Every line below is to be given again precisely; images are to be left out.

Source records
::::::

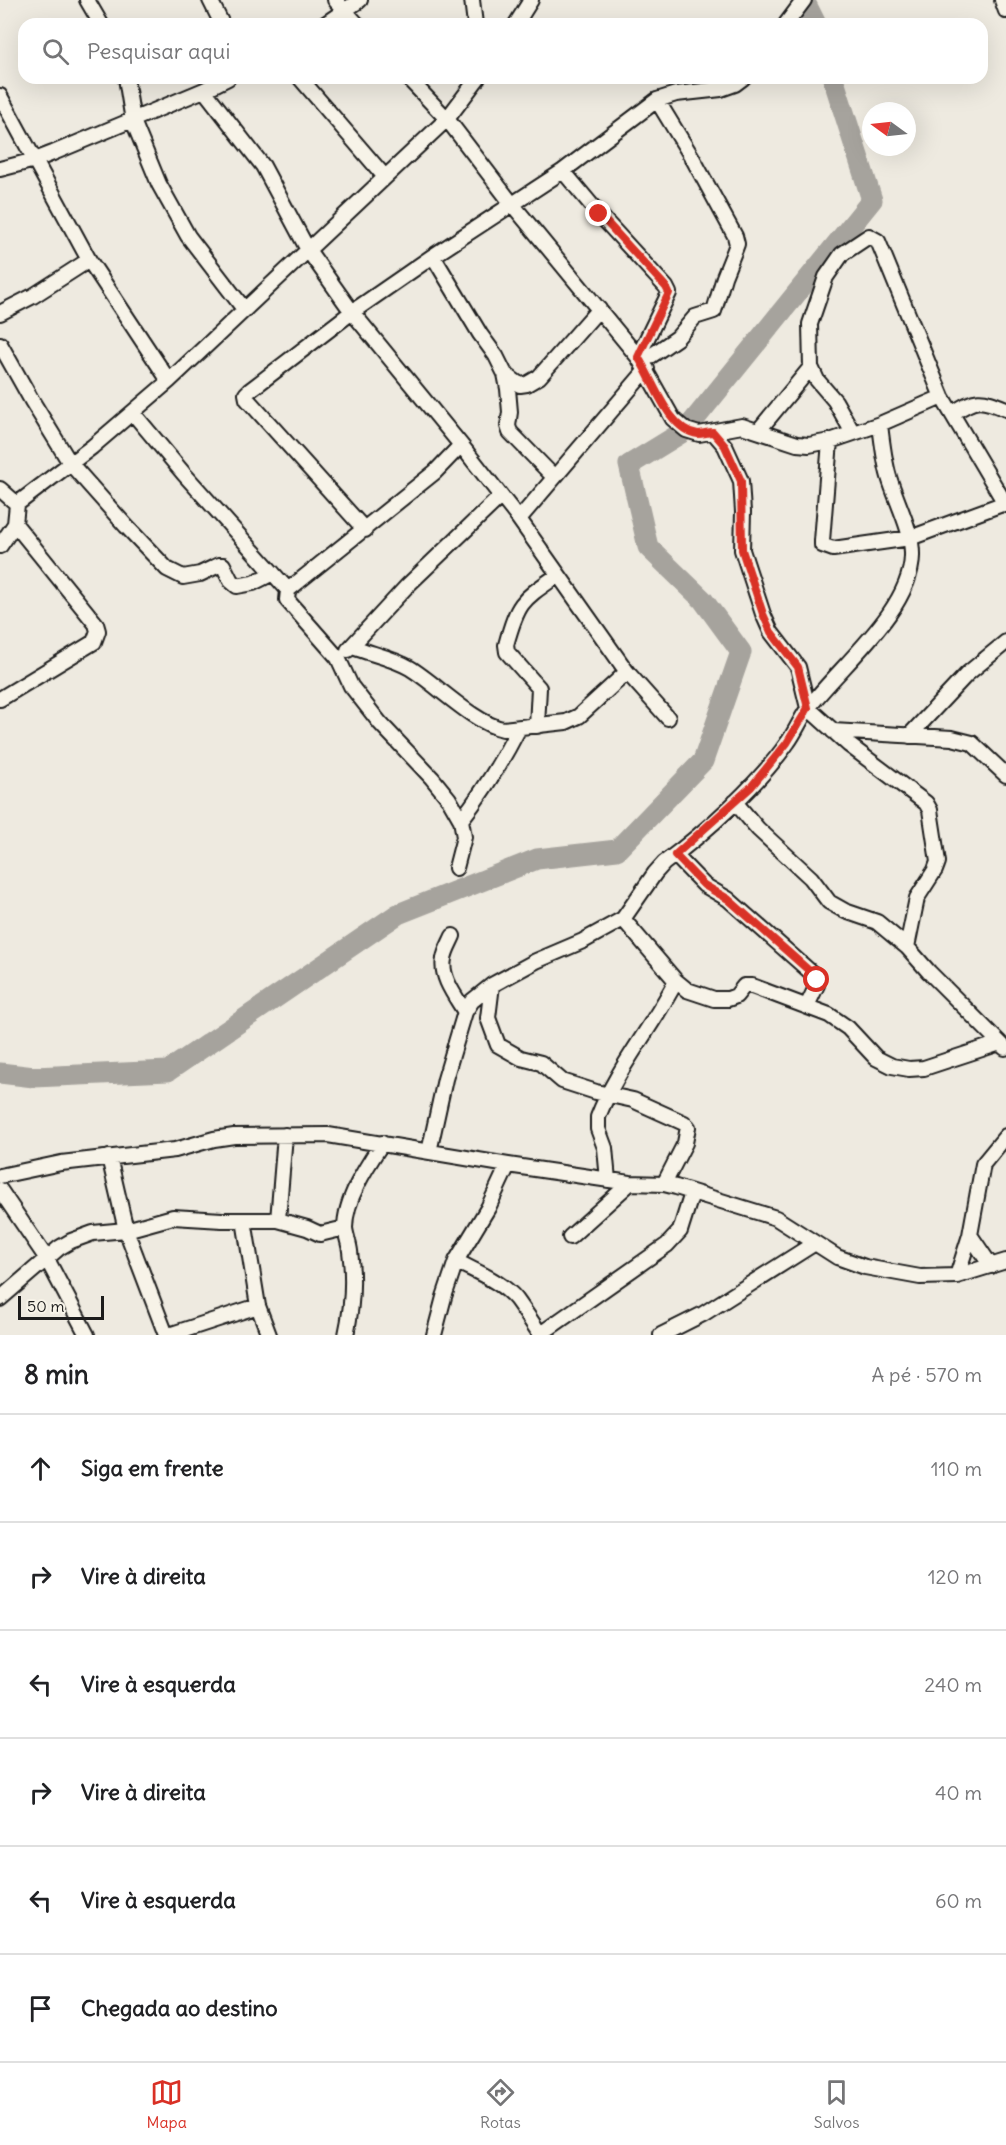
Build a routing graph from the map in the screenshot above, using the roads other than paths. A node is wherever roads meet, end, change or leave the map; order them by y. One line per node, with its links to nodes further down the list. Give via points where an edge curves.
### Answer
1 (87, 0): 11 (street)
2 (210, 0): 12 (street)
3 (335, 0): 10 (street)
4 (360, 0): 10 (street)
5 (472, 0): 15 (street)
6 (531, 0): 16 (street)
7 (804, 0): 17 (street)
8 (1002, 0): 9 (street)
9 (1006, 11)
10 (345, 12): 13 (street); 14 (street)
11 (98, 18)
12 (219, 18)
13 (335, 18)
14 (351, 18)
15 (474, 18)
16 (520, 18)
17 (790, 18)
18 (127, 84): 28 (street)
19 (216, 84): 24 (street)
20 (305, 84): 32 (street)
21 (414, 84): 27 (street)
22 (473, 84): 27 (street)
23 (735, 84): 26 (street)
24 (204, 90): 28 (street); 34 (street, via 263,166)
25 (0, 96): 29 (street)
26 (657, 100): 31 (street); 42 (street, via 737,244 714,311 695,316)
27 (447, 119): 32 (street); 33 (street)
28 (133, 121): 29 (street); 37 (street, via 159,183 188,236)
29 (35, 160): 30 (street); 36 (street)
30 (0, 169)
31 (562, 171): 33 (street); 41 (street, via 669,293)
32 (385, 177): 34 (street)
33 (512, 204): 35 (street); 38 (street)
34 (308, 250): 37 (street); 39 (street)
35 (433, 256): 39 (street); 46 (street)
36 (89, 260): 40 (street); 47 (street)
37 (244, 309): 47 (street)
38 (599, 309): 44 (street); 46 (street, via 540,377 520,385)
39 (352, 312): 57 (street); 66 (street, via 246,394)
40 (0, 313)
41 (646, 342): 42 (street); 44 (street)
42 (671, 342): 44 (street)
43 (0, 344): 58 (street)
44 (642, 362): 54 (street, via 673,419 686,430 699,434); 59 (street)
45 (811, 368): 48 (street, via 810,324 826,277 842,254 869,236 878,241); 53 (street); 55 (street)
46 (505, 374): 59 (street, via 510,432)
47 (169, 381): 50 (street)
48 (942, 397): 51 (street); 52 (street)
49 (1006, 409): 51 (street, via 977,400)
50 (133, 413): 58 (street); 69 (street)
51 (953, 413): 63 (street)
52 (880, 424): 55 (street); 67 (street, via 889,477)
53 (759, 430): 54 (street, via 742,426); 56 (street, via 797,444)
54 (713, 432): 77 (street, via 725,446 741,481 742,550 763,614 771,632 798,667)
55 (853, 433): 56 (street)
56 (830, 441): 67 (street, via 822,545 832,549)
57 (461, 445): 61 (street); 66 (street)
58 (70, 463): 62 (street); 69 (street, via 176,575 200,574 223,565 237,586)
59 (554, 477): 64 (street)
60 (0, 489): 62 (street)
61 (501, 496): 64 (street); 73 (street, via 407,586)
62 (17, 504): 65 (street)
63 (1006, 504): 67 (street)
64 (519, 519): 70 (street)
65 (15, 524): 68 (street); 76 (street, via 98,631 94,642)
66 (365, 530): 71 (street)
67 (910, 538): 77 (street, via 912,555 900,597 869,640)
68 (0, 546)
69 (273, 573): 71 (street)
70 (558, 575): 75 (street); 79 (street, via 520,604 506,645 507,652 539,688)
71 (288, 590): 74 (street, via 287,600)
72 (1006, 642): 82 (street, via 966,674)
73 (353, 646): 74 (street); 80 (street, via 410,668 495,728)
74 (338, 658): 85 (street, via 351,686 432,778)
75 (627, 672): 78 (street); 79 (street, via 579,716)
76 (0, 699)
77 (808, 708): 81 (street); 84 (street, via 787,743)
78 (668, 718)
79 (537, 726): 80 (street)
80 (519, 728): 85 (street, via 495,773)
81 (833, 731): 82 (street); 90 (street, via 930,810 938,862 918,898)
82 (909, 736): 83 (street, via 972,743)
83 (1006, 775)
84 (735, 802): 86 (street); 90 (street, via 811,878 829,902 877,922)
85 (461, 820): 87 (street, via 464,837)
86 (675, 855): 88 (street, via 654,873); 93 (street, via 704,885 728,899 814,975 817,985)
87 (456, 868)
88 (623, 919): 91 (street); 92 (street)
89 (453, 936): 94 (street, via 444,968)
90 (907, 948): 95 (street)
91 (676, 981): 93 (street, via 695,994 714,999 728,999 744,986 752,986); 96 (street, via 631,1052)
92 (492, 985): 94 (street); 96 (street, via 488,1018 498,1045 541,1064 562,1081)
93 (807, 1006): 95 (street, via 848,1028 876,1058 892,1066 924,1068)
94 (465, 1012): 100 (street)
95 (1003, 1046)
96 (609, 1096): 104 (street, via 598,1117); 106 (street, via 633,1100 688,1127 685,1143)
97 (285, 1135): 99 (street, via 328,1135); 101 (street, via 214,1138 175,1150); 110 (street)
98 (1006, 1136): 113 (street, via 983,1164)
99 (382, 1143): 100 (street); 111 (street, via 356,1185)
100 (429, 1152): 102 (street)
101 (109, 1157): 103 (street); 112 (street)
102 (508, 1165): 104 (street); 117 (street)
103 (0, 1176)
104 (608, 1179): 105 (street)
105 (630, 1183): 106 (street); 114 (street)
106 (664, 1184): 108 (street)
107 (0, 1190): 116 (street)
108 (692, 1193): 115 (street, via 776,1218); 123 (street, via 680,1231 667,1245)
109 (244, 1220): 110 (street); 112 (street, via 172,1217); 122 (street)
110 (278, 1220): 111 (street, via 320,1234)
111 (345, 1228): 127 (street, via 351,1288)
112 (126, 1230): 116 (street, via 93,1233 71,1241); 125 (street)
113 (970, 1235): 119 (street); 120 (street)
114 (570, 1237)
115 (815, 1243): 120 (street, via 837,1257 865,1267 920,1277); 129 (street, via 703,1314)
116 (47, 1259): 121 (street); 124 (street)
117 (456, 1262): 123 (street, via 506,1290); 128 (street)
118 (1006, 1262): 119 (street)
119 (991, 1266): 120 (street)
120 (957, 1276)
121 (0, 1299)
122 (258, 1306): 125 (street); 126 (street)
123 (539, 1334)
124 (87, 1335)
125 (168, 1335)
126 (269, 1335)
127 (346, 1335)
128 (434, 1335)
129 (661, 1335)

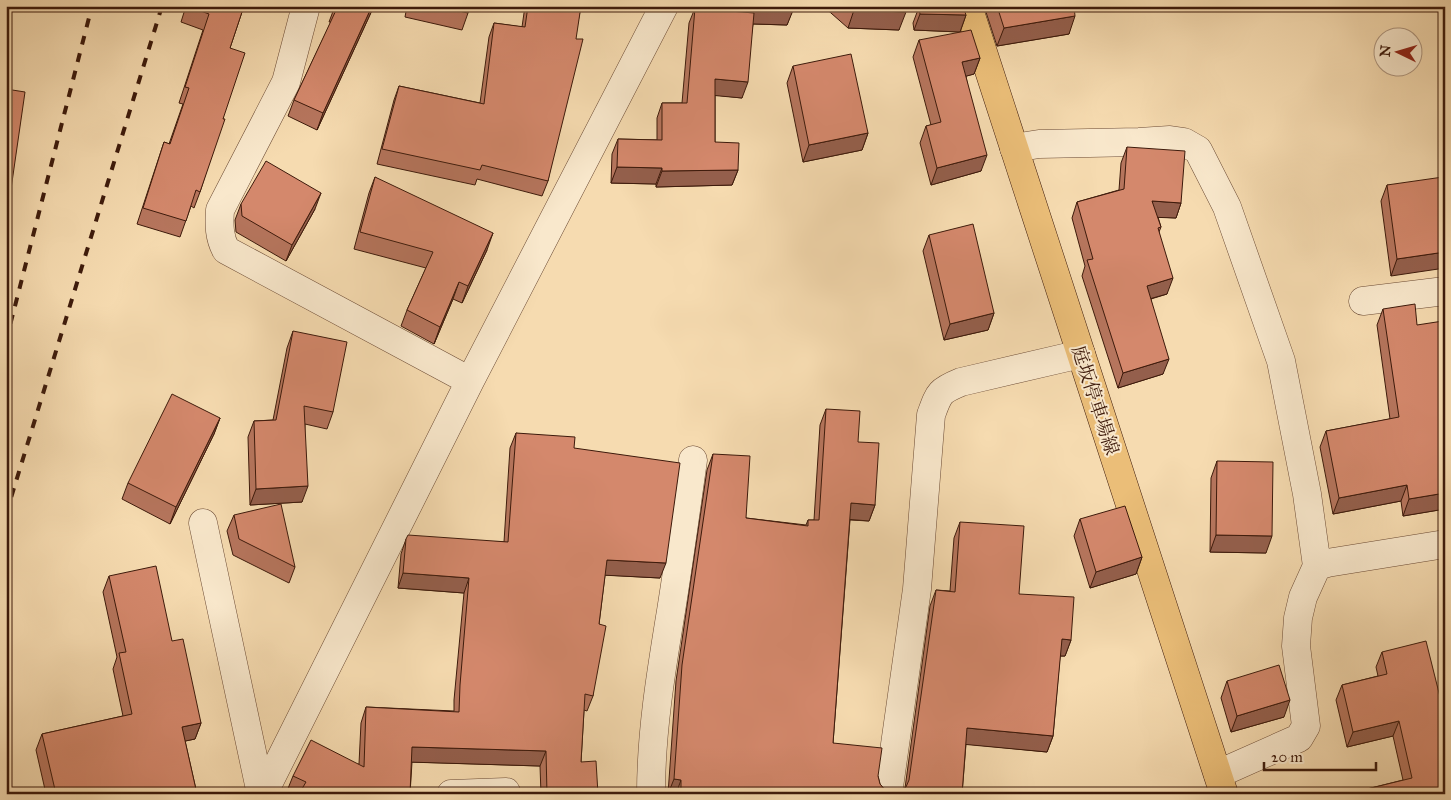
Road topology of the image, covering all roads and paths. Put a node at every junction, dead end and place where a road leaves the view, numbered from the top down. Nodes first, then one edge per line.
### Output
1 (306, 6) edge
2 (664, 6) edge
3 (968, 6) edge
4 (1014, 148) junction
5 (1445, 290) edge
6 (1362, 302) dead end
7 (1081, 354) junction
8 (470, 381) junction
9 (693, 460) dead end
10 (203, 523) dead end
11 (1445, 544) edge
12 (1317, 566) junction
13 (1221, 784) edge
14 (262, 794) edge
15 (451, 794) edge
16 (507, 794) edge
17 (651, 794) edge
18 (888, 794) edge

1 - 8 street
2 - 8 street
3 - 4 main road, 庭坂停車場線
4 - 7 main road, 庭坂停車場線
4 - 12 street
5 - 6 street
7 - 13 main road, 庭坂停車場線
7 - 18 street
8 - 14 street
9 - 17 street
10 - 14 street
11 - 12 street
12 - 13 street
15 - 16 street

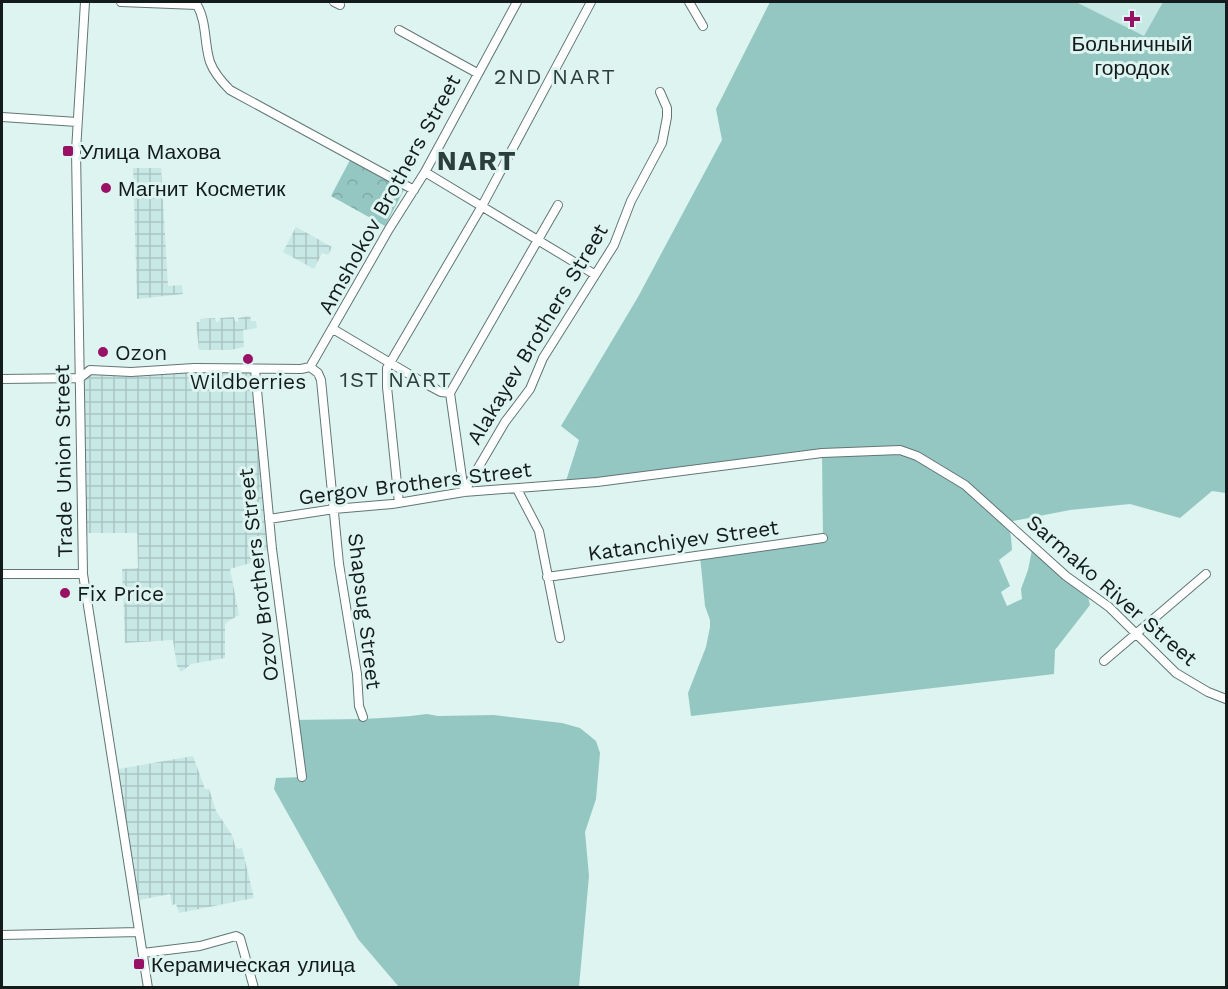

::::::

Reply:
Build a routing graph from the map in the screenshot above, using the roads other than paths. A node is wherever roads meet, end, change or leave the map; order them by y. One line per node, with its links to nodes further down the list. Give via points where an edge curves.
### Answer
1 (87, 0): 11 (street)
2 (210, 0): 12 (street)
3 (335, 0): 10 (street)
4 (360, 0): 10 (street)
5 (472, 0): 15 (street)
6 (531, 0): 16 (street)
7 (804, 0): 17 (street)
8 (1002, 0): 9 (street)
9 (1006, 11)
10 (345, 12): 13 (street); 14 (street)
11 (98, 18)
12 (219, 18)
13 (335, 18)
14 (351, 18)
15 (474, 18)
16 (520, 18)
17 (790, 18)
18 (127, 84): 28 (street)
19 (216, 84): 24 (street)
20 (305, 84): 32 (street)
21 (414, 84): 27 (street)
22 (473, 84): 27 (street)
23 (735, 84): 26 (street)
24 (204, 90): 28 (street); 34 (street, via 263,166)
25 (0, 96): 29 (street)
26 (657, 100): 31 (street); 42 (street, via 737,244 714,311 695,316)
27 (447, 119): 32 (street); 33 (street)
28 (133, 121): 29 (street); 37 (street, via 159,183 188,236)
29 (35, 160): 30 (street); 36 (street)
30 (0, 169)
31 (562, 171): 33 (street); 41 (street, via 669,293)
32 (385, 177): 34 (street)
33 (512, 204): 35 (street); 38 (street)
34 (308, 250): 37 (street); 39 (street)
35 (433, 256): 39 (street); 46 (street)
36 (89, 260): 40 (street); 47 (street)
37 (244, 309): 47 (street)
38 (599, 309): 44 (street); 46 (street, via 540,377 520,385)
39 (352, 312): 57 (street); 66 (street, via 246,394)
40 (0, 313)
41 (646, 342): 42 (street); 44 (street)
42 (671, 342): 44 (street)
43 (0, 344): 58 (street)
44 (642, 362): 54 (street, via 673,419 686,430 699,434); 59 (street)
45 (811, 368): 48 (street, via 810,324 826,277 842,254 869,236 878,241); 53 (street); 55 (street)
46 (505, 374): 59 (street, via 510,432)
47 (169, 381): 50 (street)
48 (942, 397): 51 (street); 52 (street)
49 (1006, 409): 51 (street, via 977,400)
50 (133, 413): 58 (street); 69 (street)
51 (953, 413): 63 (street)
52 (880, 424): 55 (street); 67 (street, via 889,477)
53 (759, 430): 54 (street, via 742,426); 56 (street, via 797,444)
54 (713, 432): 77 (street, via 725,446 741,481 742,550 763,614 771,632 798,667)
55 (853, 433): 56 (street)
56 (830, 441): 67 (street, via 822,545 832,549)
57 (461, 445): 61 (street); 66 (street)
58 (70, 463): 62 (street); 69 (street, via 176,575 200,574 223,565 237,586)
59 (554, 477): 64 (street)
60 (0, 489): 62 (street)
61 (501, 496): 64 (street); 73 (street, via 407,586)
62 (17, 504): 65 (street)
63 (1006, 504): 67 (street)
64 (519, 519): 70 (street)
65 (15, 524): 68 (street); 76 (street, via 98,631 94,642)
66 (365, 530): 71 (street)
67 (910, 538): 77 (street, via 912,555 900,597 869,640)
68 (0, 546)
69 (273, 573): 71 (street)
70 (558, 575): 75 (street); 79 (street, via 520,604 506,645 507,652 539,688)
71 (288, 590): 74 (street, via 287,600)
72 (1006, 642): 82 (street, via 966,674)
73 (353, 646): 74 (street); 80 (street, via 410,668 495,728)
74 (338, 658): 85 (street, via 351,686 432,778)
75 (627, 672): 78 (street); 79 (street, via 579,716)
76 (0, 699)
77 (808, 708): 81 (street); 84 (street, via 787,743)
78 (668, 718)
79 (537, 726): 80 (street)
80 (519, 728): 85 (street, via 495,773)
81 (833, 731): 82 (street); 90 (street, via 930,810 938,862 918,898)
82 (909, 736): 83 (street, via 972,743)
83 (1006, 775)
84 (735, 802): 86 (street); 90 (street, via 811,878 829,902 877,922)
85 (461, 820): 87 (street, via 464,837)
86 (675, 855): 88 (street, via 654,873); 93 (street, via 704,885 728,899 814,975 817,985)
87 (456, 868)
88 (623, 919): 91 (street); 92 (street)
89 (453, 936): 94 (street, via 444,968)
90 (907, 948): 95 (street)
91 (676, 981): 93 (street, via 695,994 714,999 728,999 744,986 752,986); 96 (street, via 631,1052)
92 (492, 985): 94 (street); 96 (street, via 488,1018 498,1045 541,1064 562,1081)
93 (807, 1006): 95 (street, via 848,1028 876,1058 892,1066 924,1068)
94 (465, 1012): 100 (street)
95 (1003, 1046)
96 (609, 1096): 104 (street, via 598,1117); 106 (street, via 633,1100 688,1127 685,1143)
97 (285, 1135): 99 (street, via 328,1135); 101 (street, via 214,1138 175,1150); 110 (street)
98 (1006, 1136): 113 (street, via 983,1164)
99 (382, 1143): 100 (street); 111 (street, via 356,1185)
100 (429, 1152): 102 (street)
101 (109, 1157): 103 (street); 112 (street)
102 (508, 1165): 104 (street); 117 (street)
103 (0, 1176)
104 (608, 1179): 105 (street)
105 (630, 1183): 106 (street); 114 (street)
106 (664, 1184): 108 (street)
107 (0, 1190): 116 (street)
108 (692, 1193): 115 (street, via 776,1218); 123 (street, via 680,1231 667,1245)
109 (244, 1220): 110 (street); 112 (street, via 172,1217); 122 (street)
110 (278, 1220): 111 (street, via 320,1234)
111 (345, 1228): 127 (street, via 351,1288)
112 (126, 1230): 116 (street, via 93,1233 71,1241); 125 (street)
113 (970, 1235): 119 (street); 120 (street)
114 (570, 1237)
115 (815, 1243): 120 (street, via 837,1257 865,1267 920,1277); 129 (street, via 703,1314)
116 (47, 1259): 121 (street); 124 (street)
117 (456, 1262): 123 (street, via 506,1290); 128 (street)
118 (1006, 1262): 119 (street)
119 (991, 1266): 120 (street)
120 (957, 1276)
121 (0, 1299)
122 (258, 1306): 125 (street); 126 (street)
123 (539, 1334)
124 (87, 1335)
125 (168, 1335)
126 (269, 1335)
127 (346, 1335)
128 (434, 1335)
129 (661, 1335)

Road topology of the image, covering all roads and paths. Put a node at every junction, dead end and place where a road leaves the view, numbered from the top down. Nodes first, then one edge per line.
### Output
1 (306, 6) edge
2 (664, 6) edge
3 (968, 6) edge
4 (1014, 148) junction
5 (1445, 290) edge
6 (1362, 302) dead end
7 (1081, 354) junction
8 (470, 381) junction
9 (693, 460) dead end
10 (203, 523) dead end
11 (1445, 544) edge
12 (1317, 566) junction
13 (1221, 784) edge
14 (262, 794) edge
15 (451, 794) edge
16 (507, 794) edge
17 (651, 794) edge
18 (888, 794) edge

1 - 8 street
2 - 8 street
3 - 4 main road, 庭坂停車場線
4 - 7 main road, 庭坂停車場線
4 - 12 street
5 - 6 street
7 - 13 main road, 庭坂停車場線
7 - 18 street
8 - 14 street
9 - 17 street
10 - 14 street
11 - 12 street
12 - 13 street
15 - 16 street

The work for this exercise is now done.